**Extracted entries**.
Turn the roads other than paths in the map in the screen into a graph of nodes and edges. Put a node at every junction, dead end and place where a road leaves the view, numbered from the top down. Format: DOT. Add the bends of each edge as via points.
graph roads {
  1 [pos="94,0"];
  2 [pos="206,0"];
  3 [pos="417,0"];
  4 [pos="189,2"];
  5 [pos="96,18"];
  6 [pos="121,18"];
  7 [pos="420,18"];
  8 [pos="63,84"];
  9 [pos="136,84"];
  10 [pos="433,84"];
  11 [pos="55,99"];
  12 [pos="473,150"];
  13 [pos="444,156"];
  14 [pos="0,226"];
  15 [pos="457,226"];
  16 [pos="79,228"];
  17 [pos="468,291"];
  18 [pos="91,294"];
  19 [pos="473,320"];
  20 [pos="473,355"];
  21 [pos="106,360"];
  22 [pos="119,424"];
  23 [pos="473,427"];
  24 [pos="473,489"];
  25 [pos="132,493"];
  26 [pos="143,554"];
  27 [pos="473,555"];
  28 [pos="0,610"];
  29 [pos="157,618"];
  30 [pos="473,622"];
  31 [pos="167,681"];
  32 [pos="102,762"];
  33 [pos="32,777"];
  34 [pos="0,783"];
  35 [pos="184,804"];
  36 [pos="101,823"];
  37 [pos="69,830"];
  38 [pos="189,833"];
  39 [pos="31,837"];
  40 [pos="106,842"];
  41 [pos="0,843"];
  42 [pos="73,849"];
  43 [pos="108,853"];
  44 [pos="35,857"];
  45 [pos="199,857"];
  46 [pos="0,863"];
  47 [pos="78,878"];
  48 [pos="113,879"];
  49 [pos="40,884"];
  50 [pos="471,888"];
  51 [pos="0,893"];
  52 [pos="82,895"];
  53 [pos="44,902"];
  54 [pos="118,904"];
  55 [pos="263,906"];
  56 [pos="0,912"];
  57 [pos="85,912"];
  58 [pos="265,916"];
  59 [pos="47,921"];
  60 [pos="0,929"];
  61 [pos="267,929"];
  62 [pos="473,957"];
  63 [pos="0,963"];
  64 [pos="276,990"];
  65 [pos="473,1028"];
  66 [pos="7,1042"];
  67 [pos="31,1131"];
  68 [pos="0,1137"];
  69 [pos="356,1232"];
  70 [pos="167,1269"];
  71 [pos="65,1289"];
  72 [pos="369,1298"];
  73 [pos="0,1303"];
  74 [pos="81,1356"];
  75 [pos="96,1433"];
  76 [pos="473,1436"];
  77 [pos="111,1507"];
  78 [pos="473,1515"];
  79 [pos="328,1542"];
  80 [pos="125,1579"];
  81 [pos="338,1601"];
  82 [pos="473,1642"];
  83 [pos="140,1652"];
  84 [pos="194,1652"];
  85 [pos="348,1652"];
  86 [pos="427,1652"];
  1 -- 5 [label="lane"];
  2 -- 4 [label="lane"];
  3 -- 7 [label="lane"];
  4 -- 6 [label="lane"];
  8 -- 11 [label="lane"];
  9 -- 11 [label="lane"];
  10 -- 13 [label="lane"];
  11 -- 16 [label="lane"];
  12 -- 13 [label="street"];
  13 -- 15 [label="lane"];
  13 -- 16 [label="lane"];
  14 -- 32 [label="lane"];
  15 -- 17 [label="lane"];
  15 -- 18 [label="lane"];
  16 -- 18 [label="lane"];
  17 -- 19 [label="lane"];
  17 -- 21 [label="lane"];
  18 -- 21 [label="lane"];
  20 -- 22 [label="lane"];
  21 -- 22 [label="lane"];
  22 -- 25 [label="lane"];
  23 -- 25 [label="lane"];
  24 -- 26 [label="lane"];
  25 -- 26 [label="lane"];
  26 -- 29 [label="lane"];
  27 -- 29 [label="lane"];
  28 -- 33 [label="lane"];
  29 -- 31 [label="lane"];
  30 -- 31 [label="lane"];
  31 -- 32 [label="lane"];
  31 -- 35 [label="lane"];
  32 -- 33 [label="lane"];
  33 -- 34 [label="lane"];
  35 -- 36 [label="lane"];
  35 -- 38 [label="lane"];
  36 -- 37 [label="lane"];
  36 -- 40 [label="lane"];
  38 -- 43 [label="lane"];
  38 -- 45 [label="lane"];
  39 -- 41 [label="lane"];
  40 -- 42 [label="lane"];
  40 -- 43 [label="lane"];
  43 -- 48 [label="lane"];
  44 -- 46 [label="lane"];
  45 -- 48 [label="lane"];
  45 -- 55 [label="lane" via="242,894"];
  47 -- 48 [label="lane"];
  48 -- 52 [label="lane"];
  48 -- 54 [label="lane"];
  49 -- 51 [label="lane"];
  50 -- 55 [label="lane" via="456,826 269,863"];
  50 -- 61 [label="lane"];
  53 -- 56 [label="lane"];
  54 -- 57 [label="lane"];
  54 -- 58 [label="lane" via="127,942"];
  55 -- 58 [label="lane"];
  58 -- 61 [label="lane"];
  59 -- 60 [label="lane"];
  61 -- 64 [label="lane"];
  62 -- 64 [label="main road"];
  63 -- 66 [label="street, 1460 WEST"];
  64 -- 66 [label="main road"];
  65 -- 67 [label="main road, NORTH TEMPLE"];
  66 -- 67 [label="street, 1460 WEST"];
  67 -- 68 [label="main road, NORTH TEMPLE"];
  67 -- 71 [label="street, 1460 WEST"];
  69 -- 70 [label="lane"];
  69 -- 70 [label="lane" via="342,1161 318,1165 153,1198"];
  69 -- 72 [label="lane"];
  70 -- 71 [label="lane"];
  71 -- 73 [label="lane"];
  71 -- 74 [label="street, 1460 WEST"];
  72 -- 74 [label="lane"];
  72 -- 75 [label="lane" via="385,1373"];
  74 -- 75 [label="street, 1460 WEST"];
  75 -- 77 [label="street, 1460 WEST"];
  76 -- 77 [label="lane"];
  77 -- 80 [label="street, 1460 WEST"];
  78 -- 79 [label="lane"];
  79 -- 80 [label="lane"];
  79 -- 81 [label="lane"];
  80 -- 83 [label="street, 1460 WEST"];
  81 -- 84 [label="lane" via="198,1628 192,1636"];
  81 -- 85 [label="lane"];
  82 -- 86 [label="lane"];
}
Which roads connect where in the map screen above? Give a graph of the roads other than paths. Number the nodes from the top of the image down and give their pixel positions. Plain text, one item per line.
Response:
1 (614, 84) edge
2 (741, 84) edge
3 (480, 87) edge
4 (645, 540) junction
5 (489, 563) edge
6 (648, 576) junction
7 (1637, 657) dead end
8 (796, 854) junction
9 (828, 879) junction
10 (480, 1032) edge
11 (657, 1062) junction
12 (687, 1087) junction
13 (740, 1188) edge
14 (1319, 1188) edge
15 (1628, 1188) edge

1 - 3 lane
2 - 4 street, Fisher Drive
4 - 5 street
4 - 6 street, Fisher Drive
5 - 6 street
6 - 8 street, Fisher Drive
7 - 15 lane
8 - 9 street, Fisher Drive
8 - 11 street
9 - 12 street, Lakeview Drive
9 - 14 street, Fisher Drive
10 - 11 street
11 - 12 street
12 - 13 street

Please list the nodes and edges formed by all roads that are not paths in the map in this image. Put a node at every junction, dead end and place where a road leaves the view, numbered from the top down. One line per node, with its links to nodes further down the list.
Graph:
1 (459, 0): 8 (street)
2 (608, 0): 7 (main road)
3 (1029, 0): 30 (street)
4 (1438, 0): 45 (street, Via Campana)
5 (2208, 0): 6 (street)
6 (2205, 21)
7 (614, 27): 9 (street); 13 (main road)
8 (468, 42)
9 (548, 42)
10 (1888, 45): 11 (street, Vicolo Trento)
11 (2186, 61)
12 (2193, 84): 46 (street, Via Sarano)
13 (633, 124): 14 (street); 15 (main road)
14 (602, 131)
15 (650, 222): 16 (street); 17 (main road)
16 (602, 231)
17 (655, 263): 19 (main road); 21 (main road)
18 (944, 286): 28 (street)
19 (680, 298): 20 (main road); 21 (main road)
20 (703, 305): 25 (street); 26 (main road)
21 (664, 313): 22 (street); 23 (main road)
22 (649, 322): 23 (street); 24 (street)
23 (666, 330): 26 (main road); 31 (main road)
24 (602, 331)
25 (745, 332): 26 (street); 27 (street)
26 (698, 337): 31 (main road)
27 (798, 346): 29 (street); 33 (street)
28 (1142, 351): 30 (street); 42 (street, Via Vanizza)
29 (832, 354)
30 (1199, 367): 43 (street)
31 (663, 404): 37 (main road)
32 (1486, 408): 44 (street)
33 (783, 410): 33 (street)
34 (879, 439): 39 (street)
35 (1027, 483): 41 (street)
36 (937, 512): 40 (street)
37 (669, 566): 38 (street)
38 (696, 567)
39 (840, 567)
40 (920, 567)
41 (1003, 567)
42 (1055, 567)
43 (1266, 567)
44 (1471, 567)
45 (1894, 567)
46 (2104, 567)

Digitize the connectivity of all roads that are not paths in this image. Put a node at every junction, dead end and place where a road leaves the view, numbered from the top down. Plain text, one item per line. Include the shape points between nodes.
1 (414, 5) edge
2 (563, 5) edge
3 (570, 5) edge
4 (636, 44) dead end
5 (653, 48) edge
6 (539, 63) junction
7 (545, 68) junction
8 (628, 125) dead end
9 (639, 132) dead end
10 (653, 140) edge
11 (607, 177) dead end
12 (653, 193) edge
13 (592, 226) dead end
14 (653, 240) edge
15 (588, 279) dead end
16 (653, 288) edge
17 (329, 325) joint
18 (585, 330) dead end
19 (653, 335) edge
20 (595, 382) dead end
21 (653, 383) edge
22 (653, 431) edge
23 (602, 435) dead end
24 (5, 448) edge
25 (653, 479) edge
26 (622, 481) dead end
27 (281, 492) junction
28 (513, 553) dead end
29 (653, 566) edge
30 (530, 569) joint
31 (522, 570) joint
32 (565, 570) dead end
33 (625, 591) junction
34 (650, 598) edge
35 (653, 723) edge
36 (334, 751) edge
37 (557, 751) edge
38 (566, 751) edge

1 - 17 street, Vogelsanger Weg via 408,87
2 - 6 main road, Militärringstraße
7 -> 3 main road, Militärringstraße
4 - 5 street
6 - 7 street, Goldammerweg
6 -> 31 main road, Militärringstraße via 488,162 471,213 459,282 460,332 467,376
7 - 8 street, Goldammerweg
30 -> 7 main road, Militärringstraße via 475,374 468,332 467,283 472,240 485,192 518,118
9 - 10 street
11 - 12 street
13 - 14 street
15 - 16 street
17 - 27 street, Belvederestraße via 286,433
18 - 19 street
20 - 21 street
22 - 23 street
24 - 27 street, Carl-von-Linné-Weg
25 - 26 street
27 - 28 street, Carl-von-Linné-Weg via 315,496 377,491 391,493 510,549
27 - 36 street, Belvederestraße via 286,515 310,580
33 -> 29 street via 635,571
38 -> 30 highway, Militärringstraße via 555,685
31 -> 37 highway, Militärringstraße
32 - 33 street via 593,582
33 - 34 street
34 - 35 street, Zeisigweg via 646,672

**What is required**. Look above for the line with "Which roads connect" and the line with "Please list the". Retype those two lines and every line between them exactly, adding nothing.

**The answer**.
Which roads connect where in the map screen above? Give a graph of the roads other than paths. Number the nodes from the top of the image down and give their pixel positions. Plain text, one item per line.
Response:
1 (614, 84) edge
2 (741, 84) edge
3 (480, 87) edge
4 (645, 540) junction
5 (489, 563) edge
6 (648, 576) junction
7 (1637, 657) dead end
8 (796, 854) junction
9 (828, 879) junction
10 (480, 1032) edge
11 (657, 1062) junction
12 (687, 1087) junction
13 (740, 1188) edge
14 (1319, 1188) edge
15 (1628, 1188) edge

1 - 3 lane
2 - 4 street, Fisher Drive
4 - 5 street
4 - 6 street, Fisher Drive
5 - 6 street
6 - 8 street, Fisher Drive
7 - 15 lane
8 - 9 street, Fisher Drive
8 - 11 street
9 - 12 street, Lakeview Drive
9 - 14 street, Fisher Drive
10 - 11 street
11 - 12 street
12 - 13 street

Please list the nodes and edges formed by all roads that are not paths in the map in this image. Put a node at every junction, dead end and place where a road leaves the view, numbered from the top down. One line per node, with its links to nodes further down the list.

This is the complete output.